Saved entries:
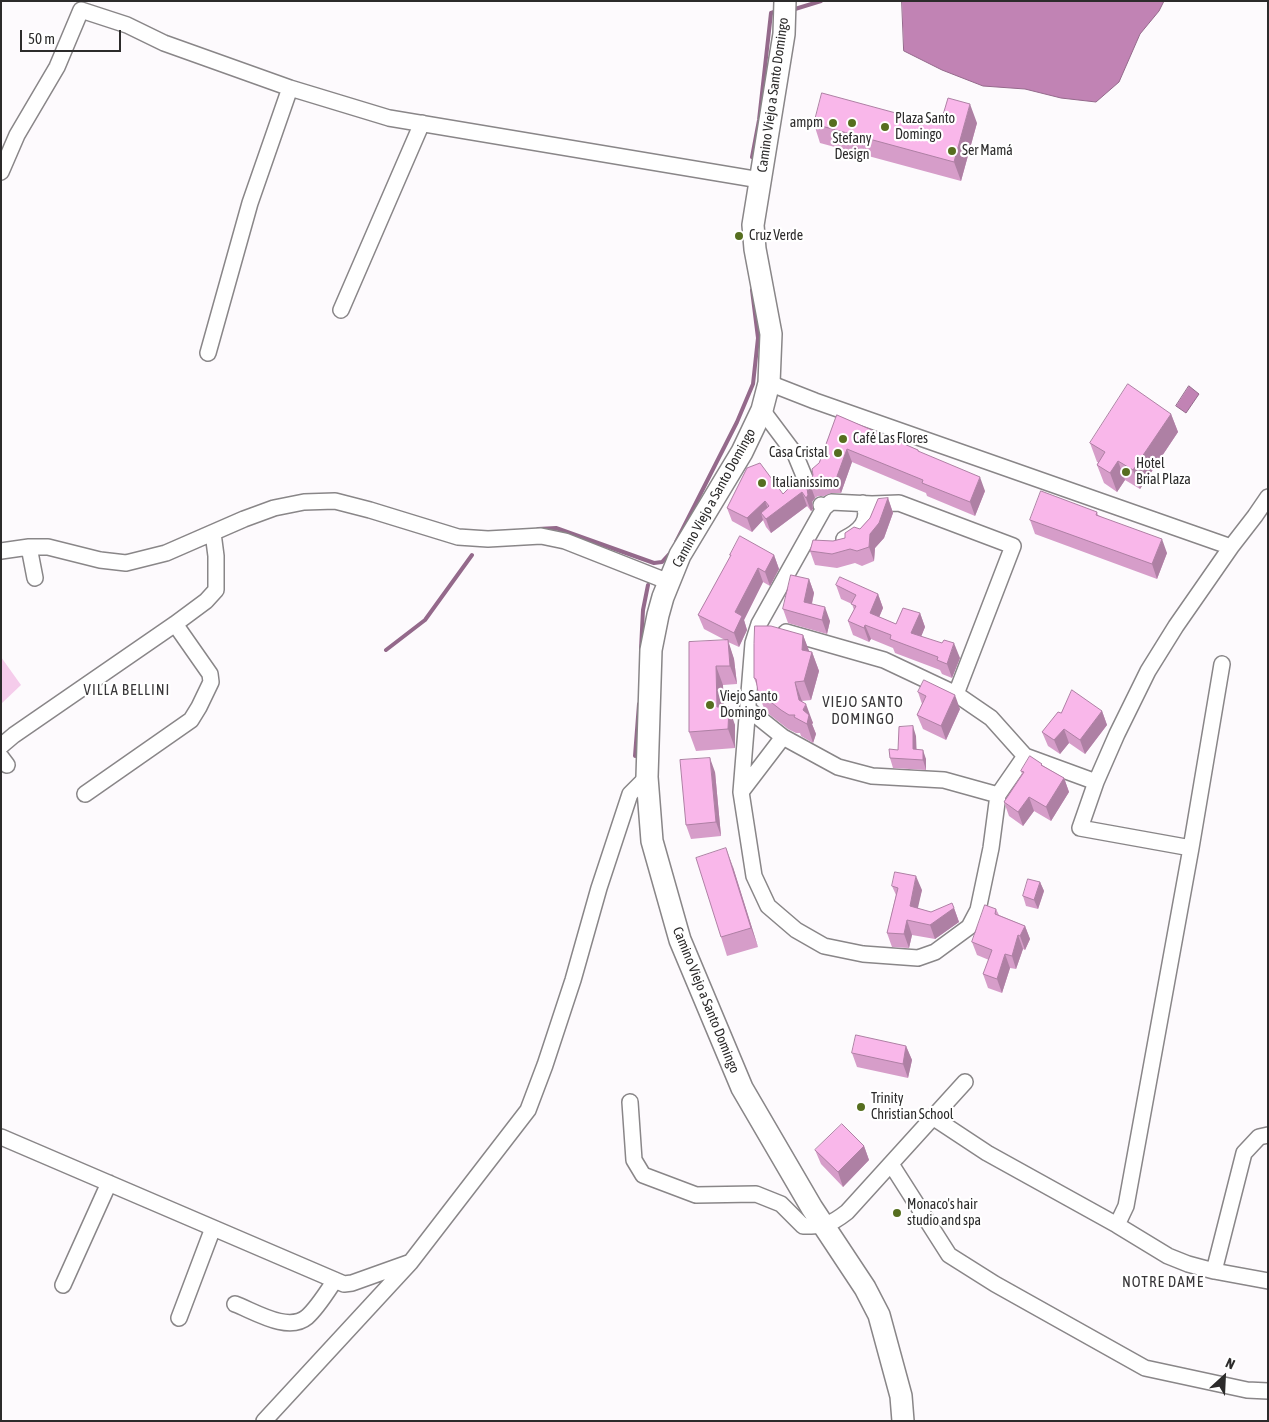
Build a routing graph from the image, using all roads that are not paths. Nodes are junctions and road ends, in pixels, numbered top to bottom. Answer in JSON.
{"nodes":[{"id":1,"x":785,"y":1,"type":"edge"},
{"id":2,"x":290,"y":88,"type":"junction"},
{"id":3,"x":422,"y":123,"type":"junction"},
{"id":4,"x":1,"y":172,"type":"edge"},
{"id":5,"x":760,"y":180,"type":"junction"},
{"id":6,"x":341,"y":310,"type":"dead end"},
{"id":7,"x":208,"y":353,"type":"dead end"},
{"id":8,"x":770,"y":383,"type":"junction"},
{"id":9,"x":762,"y":410,"type":"junction"},
{"id":10,"x":809,"y":488,"type":"edge"},
{"id":11,"x":1268,"y":497,"type":"edge"},
{"id":12,"x":863,"y":503,"type":"junction"},
{"id":13,"x":1262,"y":519,"type":"edge"},
{"id":14,"x":213,"y":532,"type":"junction"},
{"id":15,"x":834,"y":544,"type":"edge"},
{"id":16,"x":29,"y":547,"type":"junction"},
{"id":17,"x":1232,"y":547,"type":"junction"},
{"id":18,"x":1,"y":552,"type":"edge"},
{"id":19,"x":35,"y":578,"type":"dead end"},
{"id":20,"x":669,"y":582,"type":"junction"},
{"id":21,"x":175,"y":624,"type":"junction"},
{"id":22,"x":759,"y":624,"type":"junction"},
{"id":23,"x":1222,"y":664,"type":"dead end"},
{"id":24,"x":956,"y":694,"type":"junction"},
{"id":25,"x":748,"y":709,"type":"junction"},
{"id":26,"x":783,"y":737,"type":"junction"},
{"id":27,"x":1,"y":746,"type":"edge"},
{"id":28,"x":1025,"y":756,"type":"junction"},
{"id":29,"x":647,"y":776,"type":"junction"},
{"id":30,"x":1096,"y":782,"type":"junction"},
{"id":31,"x":741,"y":792,"type":"junction"},
{"id":32,"x":85,"y":794,"type":"dead end"},
{"id":33,"x":998,"y":795,"type":"junction"},
{"id":34,"x":1191,"y":848,"type":"junction"},
{"id":35,"x":965,"y":1082,"type":"dead end"},
{"id":36,"x":630,"y":1102,"type":"dead end"},
{"id":37,"x":934,"y":1118,"type":"junction"},
{"id":38,"x":1268,"y":1135,"type":"edge"},
{"id":39,"x":1,"y":1137,"type":"edge"},
{"id":40,"x":891,"y":1164,"type":"junction"},
{"id":41,"x":109,"y":1183,"type":"junction"},
{"id":42,"x":1117,"y":1225,"type":"junction"},
{"id":43,"x":825,"y":1226,"type":"junction"},
{"id":44,"x":214,"y":1228,"type":"junction"},
{"id":45,"x":410,"y":1263,"type":"junction"},
{"id":46,"x":1214,"y":1271,"type":"junction"},
{"id":47,"x":335,"y":1280,"type":"junction"},
{"id":48,"x":1268,"y":1281,"type":"edge"},
{"id":49,"x":63,"y":1285,"type":"dead end"},
{"id":50,"x":235,"y":1304,"type":"dead end"},
{"id":51,"x":179,"y":1318,"type":"dead end"},
{"id":52,"x":1268,"y":1391,"type":"edge"},
{"id":53,"x":264,"y":1421,"type":"edge"},
{"id":54,"x":903,"y":1421,"type":"edge"}],
"edges":[{"from":1,"to":5,"type":"street","name":"Camino Viejo a Santo Domingo"},
{"from":2,"to":3,"type":"street"},
{"from":2,"to":4,"type":"street"},
{"from":2,"to":7,"type":"street"},
{"from":3,"to":5,"type":"street"},
{"from":3,"to":6,"type":"street"},
{"from":5,"to":8,"type":"street","name":"Camino Viejo a Santo Domingo"},
{"from":8,"to":9,"type":"street","name":"Camino Viejo a Santo Domingo"},
{"from":8,"to":17,"type":"street"},
{"from":9,"to":10,"type":"street"},
{"from":9,"to":20,"type":"street","name":"Camino Viejo a Santo Domingo"},
{"from":11,"to":13,"type":"street"},
{"from":12,"to":15,"type":"street"},
{"from":12,"to":22,"type":"street"},
{"from":12,"to":24,"type":"street"},
{"from":13,"to":17,"type":"street"},
{"from":14,"to":16,"type":"street"},
{"from":14,"to":20,"type":"street"},
{"from":14,"to":21,"type":"street"},
{"from":16,"to":18,"type":"street"},
{"from":16,"to":19,"type":"street"},
{"from":17,"to":30,"type":"street"},
{"from":20,"to":29,"type":"street","name":"Camino Viejo a Santo Domingo"},
{"from":21,"to":27,"type":"street"},
{"from":21,"to":32,"type":"street"},
{"from":22,"to":24,"type":"street"},
{"from":22,"to":25,"type":"street"},
{"from":23,"to":34,"type":"street"},
{"from":24,"to":28,"type":"street"},
{"from":25,"to":26,"type":"street"},
{"from":25,"to":31,"type":"street"},
{"from":26,"to":31,"type":"street"},
{"from":26,"to":33,"type":"street"},
{"from":28,"to":30,"type":"street"},
{"from":28,"to":33,"type":"street"},
{"from":29,"to":43,"type":"street","name":"Camino Viejo a Santo Domingo"},
{"from":29,"to":45,"type":"street"},
{"from":30,"to":34,"type":"street"},
{"from":31,"to":33,"type":"street"},
{"from":34,"to":42,"type":"street"},
{"from":35,"to":37,"type":"street"},
{"from":36,"to":43,"type":"street"},
{"from":37,"to":40,"type":"street"},
{"from":37,"to":42,"type":"street"},
{"from":38,"to":46,"type":"street"},
{"from":39,"to":41,"type":"street"},
{"from":40,"to":43,"type":"street"},
{"from":40,"to":52,"type":"street"},
{"from":41,"to":44,"type":"street"},
{"from":41,"to":49,"type":"street"},
{"from":42,"to":46,"type":"street"},
{"from":43,"to":54,"type":"street","name":"Camino Viejo a Santo Domingo"},
{"from":44,"to":47,"type":"street"},
{"from":44,"to":51,"type":"street"},
{"from":45,"to":47,"type":"street"},
{"from":45,"to":53,"type":"street"},
{"from":46,"to":48,"type":"street"},
{"from":47,"to":50,"type":"street"}]}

REQUIRED WORK:
The entries above should be reproduced exactly, without their pictures.

TASK SOLUTION:
Build a routing graph from the image, using all roads that are not paths. Nodes are junctions and road ends, in pixels, numbered top to bottom. Answer in JSON.
{"nodes":[{"id":1,"x":785,"y":1,"type":"edge"},
{"id":2,"x":290,"y":88,"type":"junction"},
{"id":3,"x":422,"y":123,"type":"junction"},
{"id":4,"x":1,"y":172,"type":"edge"},
{"id":5,"x":760,"y":180,"type":"junction"},
{"id":6,"x":341,"y":310,"type":"dead end"},
{"id":7,"x":208,"y":353,"type":"dead end"},
{"id":8,"x":770,"y":383,"type":"junction"},
{"id":9,"x":762,"y":410,"type":"junction"},
{"id":10,"x":809,"y":488,"type":"edge"},
{"id":11,"x":1268,"y":497,"type":"edge"},
{"id":12,"x":863,"y":503,"type":"junction"},
{"id":13,"x":1262,"y":519,"type":"edge"},
{"id":14,"x":213,"y":532,"type":"junction"},
{"id":15,"x":834,"y":544,"type":"edge"},
{"id":16,"x":29,"y":547,"type":"junction"},
{"id":17,"x":1232,"y":547,"type":"junction"},
{"id":18,"x":1,"y":552,"type":"edge"},
{"id":19,"x":35,"y":578,"type":"dead end"},
{"id":20,"x":669,"y":582,"type":"junction"},
{"id":21,"x":175,"y":624,"type":"junction"},
{"id":22,"x":759,"y":624,"type":"junction"},
{"id":23,"x":1222,"y":664,"type":"dead end"},
{"id":24,"x":956,"y":694,"type":"junction"},
{"id":25,"x":748,"y":709,"type":"junction"},
{"id":26,"x":783,"y":737,"type":"junction"},
{"id":27,"x":1,"y":746,"type":"edge"},
{"id":28,"x":1025,"y":756,"type":"junction"},
{"id":29,"x":647,"y":776,"type":"junction"},
{"id":30,"x":1096,"y":782,"type":"junction"},
{"id":31,"x":741,"y":792,"type":"junction"},
{"id":32,"x":85,"y":794,"type":"dead end"},
{"id":33,"x":998,"y":795,"type":"junction"},
{"id":34,"x":1191,"y":848,"type":"junction"},
{"id":35,"x":965,"y":1082,"type":"dead end"},
{"id":36,"x":630,"y":1102,"type":"dead end"},
{"id":37,"x":934,"y":1118,"type":"junction"},
{"id":38,"x":1268,"y":1135,"type":"edge"},
{"id":39,"x":1,"y":1137,"type":"edge"},
{"id":40,"x":891,"y":1164,"type":"junction"},
{"id":41,"x":109,"y":1183,"type":"junction"},
{"id":42,"x":1117,"y":1225,"type":"junction"},
{"id":43,"x":825,"y":1226,"type":"junction"},
{"id":44,"x":214,"y":1228,"type":"junction"},
{"id":45,"x":410,"y":1263,"type":"junction"},
{"id":46,"x":1214,"y":1271,"type":"junction"},
{"id":47,"x":335,"y":1280,"type":"junction"},
{"id":48,"x":1268,"y":1281,"type":"edge"},
{"id":49,"x":63,"y":1285,"type":"dead end"},
{"id":50,"x":235,"y":1304,"type":"dead end"},
{"id":51,"x":179,"y":1318,"type":"dead end"},
{"id":52,"x":1268,"y":1391,"type":"edge"},
{"id":53,"x":264,"y":1421,"type":"edge"},
{"id":54,"x":903,"y":1421,"type":"edge"}],
"edges":[{"from":1,"to":5,"type":"street","name":"Camino Viejo a Santo Domingo"},
{"from":2,"to":3,"type":"street"},
{"from":2,"to":4,"type":"street"},
{"from":2,"to":7,"type":"street"},
{"from":3,"to":5,"type":"street"},
{"from":3,"to":6,"type":"street"},
{"from":5,"to":8,"type":"street","name":"Camino Viejo a Santo Domingo"},
{"from":8,"to":9,"type":"street","name":"Camino Viejo a Santo Domingo"},
{"from":8,"to":17,"type":"street"},
{"from":9,"to":10,"type":"street"},
{"from":9,"to":20,"type":"street","name":"Camino Viejo a Santo Domingo"},
{"from":11,"to":13,"type":"street"},
{"from":12,"to":15,"type":"street"},
{"from":12,"to":22,"type":"street"},
{"from":12,"to":24,"type":"street"},
{"from":13,"to":17,"type":"street"},
{"from":14,"to":16,"type":"street"},
{"from":14,"to":20,"type":"street"},
{"from":14,"to":21,"type":"street"},
{"from":16,"to":18,"type":"street"},
{"from":16,"to":19,"type":"street"},
{"from":17,"to":30,"type":"street"},
{"from":20,"to":29,"type":"street","name":"Camino Viejo a Santo Domingo"},
{"from":21,"to":27,"type":"street"},
{"from":21,"to":32,"type":"street"},
{"from":22,"to":24,"type":"street"},
{"from":22,"to":25,"type":"street"},
{"from":23,"to":34,"type":"street"},
{"from":24,"to":28,"type":"street"},
{"from":25,"to":26,"type":"street"},
{"from":25,"to":31,"type":"street"},
{"from":26,"to":31,"type":"street"},
{"from":26,"to":33,"type":"street"},
{"from":28,"to":30,"type":"street"},
{"from":28,"to":33,"type":"street"},
{"from":29,"to":43,"type":"street","name":"Camino Viejo a Santo Domingo"},
{"from":29,"to":45,"type":"street"},
{"from":30,"to":34,"type":"street"},
{"from":31,"to":33,"type":"street"},
{"from":34,"to":42,"type":"street"},
{"from":35,"to":37,"type":"street"},
{"from":36,"to":43,"type":"street"},
{"from":37,"to":40,"type":"street"},
{"from":37,"to":42,"type":"street"},
{"from":38,"to":46,"type":"street"},
{"from":39,"to":41,"type":"street"},
{"from":40,"to":43,"type":"street"},
{"from":40,"to":52,"type":"street"},
{"from":41,"to":44,"type":"street"},
{"from":41,"to":49,"type":"street"},
{"from":42,"to":46,"type":"street"},
{"from":43,"to":54,"type":"street","name":"Camino Viejo a Santo Domingo"},
{"from":44,"to":47,"type":"street"},
{"from":44,"to":51,"type":"street"},
{"from":45,"to":47,"type":"street"},
{"from":45,"to":53,"type":"street"},
{"from":46,"to":48,"type":"street"},
{"from":47,"to":50,"type":"street"}]}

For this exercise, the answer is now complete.